Even when finding it excites us, we have to remember to slow down as nothing ever comes from simply swooping in—even when we think we’re doing it with style. Move too fast, and we end up losing it. Move too slow, and like the death of a long black night, it will slip away leaving us to wonder if it was ever meant to be.

If all the world was a birthday cake—each slice an opportunity or experience—I would tell anyone to enjoy it fully, one slice at a time, but having too much may have detrimental effects in more ways than one. As the famous saying goes: a moment on the lips, forever on the hips—or something along those lines, if you catch my drift.

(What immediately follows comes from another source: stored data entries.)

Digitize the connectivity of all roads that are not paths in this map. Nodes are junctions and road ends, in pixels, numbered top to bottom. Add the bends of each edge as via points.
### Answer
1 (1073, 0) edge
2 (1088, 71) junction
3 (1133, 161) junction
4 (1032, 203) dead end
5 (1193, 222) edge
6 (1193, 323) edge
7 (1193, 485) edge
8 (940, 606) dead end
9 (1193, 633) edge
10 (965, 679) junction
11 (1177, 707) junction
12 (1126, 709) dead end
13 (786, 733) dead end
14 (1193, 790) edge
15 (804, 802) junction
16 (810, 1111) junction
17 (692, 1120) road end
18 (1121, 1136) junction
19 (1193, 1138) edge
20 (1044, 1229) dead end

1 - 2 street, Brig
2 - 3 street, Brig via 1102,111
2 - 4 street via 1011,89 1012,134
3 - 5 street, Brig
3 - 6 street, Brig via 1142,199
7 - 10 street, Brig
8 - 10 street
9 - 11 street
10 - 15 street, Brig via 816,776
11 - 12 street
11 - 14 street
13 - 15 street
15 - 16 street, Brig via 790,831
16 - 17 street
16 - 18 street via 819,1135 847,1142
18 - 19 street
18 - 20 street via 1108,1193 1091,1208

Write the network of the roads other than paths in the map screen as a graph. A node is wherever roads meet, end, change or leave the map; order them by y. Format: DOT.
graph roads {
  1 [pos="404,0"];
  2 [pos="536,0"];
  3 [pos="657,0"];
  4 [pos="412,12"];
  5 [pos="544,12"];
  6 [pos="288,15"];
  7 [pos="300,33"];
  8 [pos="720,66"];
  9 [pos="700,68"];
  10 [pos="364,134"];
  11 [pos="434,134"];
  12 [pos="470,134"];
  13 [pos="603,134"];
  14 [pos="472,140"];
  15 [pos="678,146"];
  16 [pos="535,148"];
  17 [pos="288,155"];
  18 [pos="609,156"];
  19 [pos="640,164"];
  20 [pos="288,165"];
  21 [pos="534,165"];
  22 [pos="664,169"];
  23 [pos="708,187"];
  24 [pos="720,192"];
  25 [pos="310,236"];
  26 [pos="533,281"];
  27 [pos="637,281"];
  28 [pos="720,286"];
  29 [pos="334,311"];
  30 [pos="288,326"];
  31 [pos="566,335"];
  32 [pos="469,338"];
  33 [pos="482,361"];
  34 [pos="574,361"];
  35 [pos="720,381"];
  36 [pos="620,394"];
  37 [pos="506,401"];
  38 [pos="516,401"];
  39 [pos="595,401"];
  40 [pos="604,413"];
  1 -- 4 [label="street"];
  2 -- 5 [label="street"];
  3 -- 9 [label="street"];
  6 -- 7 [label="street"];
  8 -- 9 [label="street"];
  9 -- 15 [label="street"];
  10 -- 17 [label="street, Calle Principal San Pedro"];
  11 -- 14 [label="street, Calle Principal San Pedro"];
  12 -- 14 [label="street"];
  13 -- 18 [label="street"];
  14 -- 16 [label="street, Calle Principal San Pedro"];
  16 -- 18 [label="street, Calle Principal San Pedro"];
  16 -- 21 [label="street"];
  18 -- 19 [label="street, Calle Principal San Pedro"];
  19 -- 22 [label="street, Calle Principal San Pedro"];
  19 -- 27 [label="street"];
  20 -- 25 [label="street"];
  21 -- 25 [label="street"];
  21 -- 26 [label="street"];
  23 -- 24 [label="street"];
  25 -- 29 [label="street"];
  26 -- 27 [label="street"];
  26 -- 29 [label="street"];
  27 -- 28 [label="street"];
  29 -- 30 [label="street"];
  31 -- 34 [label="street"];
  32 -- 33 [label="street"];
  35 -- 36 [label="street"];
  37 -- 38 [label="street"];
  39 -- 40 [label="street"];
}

Can life be compared to a cake?

To create a masterpiece of any kind takes patience and time as you pour your love into your new creative project. You’ll need the correct high-quality ingredients, the perfect oven temperature, and the right tools to get that beautiful soft, slightly bouncy Victoria sponge, if that’s what you are looking to shape, mold, and create. And if it all falls to pieces, we can always call it an Eton Mess and make the best​​ out of a bad situation.

Here’s a true story:

This jumbled-up dessert, the Eton mess that is, started with a dog and a Pavlova. According to The Runnymede, “The legend has it that a cricket match was taking place at Eton College in the 1920s. A strawberry Pavlova was waiting in a picnic basket as an after-match treat for the boys when an overexcited Labrador sat on the basket and squashed it. The boys didn’t mind the fact that their dessert had been ruined and they ate it anyway!”

The moral of the story is if the dog didn’t sit on the cake, there wouldn’t be a dessert called Eton Mess today. The ultimate creamy and sweet jumbled-up cake/dessert.

I love how we can compare life and all its experiences to food. Hell, we even got some cheesy pick-up lines we can use:

>> We should get coffee sometime because I like you a latte.

>> You must be a banana because I find you very a-peeling.

>> I think we’d make a cute pear.

Anyone feeling hungry yet?

I know it’s hard when something is going well; so well, in fact, that the excitement of what’s transpiring is all you can think about and dream about, but the key to opening the door is to not rush it—especially when it’s quality rather than quantity you’re seeking.

Like a flower, it requires watering, love, and nourishment. Whatever the situation. You water it a little, then a little more, and before you know it, the flower will start to blossom resulting in you appreciating the time and effort spent to get to see the beauty unfold before your eyes, yielding the desired results.

Swooping in will result in foundations being built on quicksand and nothing can grow when you don’t water it or if we keep disturbing the seeds and soil to see how much it has grown. As the saying goes: easy come, easy go—especially when it’s obtained with the least amount of effort.

Life throws us curve balls all the time, knocking us down and making us feel as if we are unworthy and unloved. We may try, and try harder, and we may keep getting the same dire results. But nothing will change when we keep taking the same approach, so I’ve learned to do things differently—taking a step back and looking at the situation at hand with eyes of wonder instead of lust or a prize to be won.

I know it sounds like entry-level common sense, but putting it into practice when we are creatures of habit is not as easy as you may think.

So, what did I do differently? I adopted the mantra: “You’re overthinking it again.”

We always overthink and apply meaning where there is none. Life unfolds for us when we enjoy the moment, the company, the conversation, without any expectations of what it should look like.

Play it cool, take your time, and as my Dad used to say, “Tomorrow is another day.”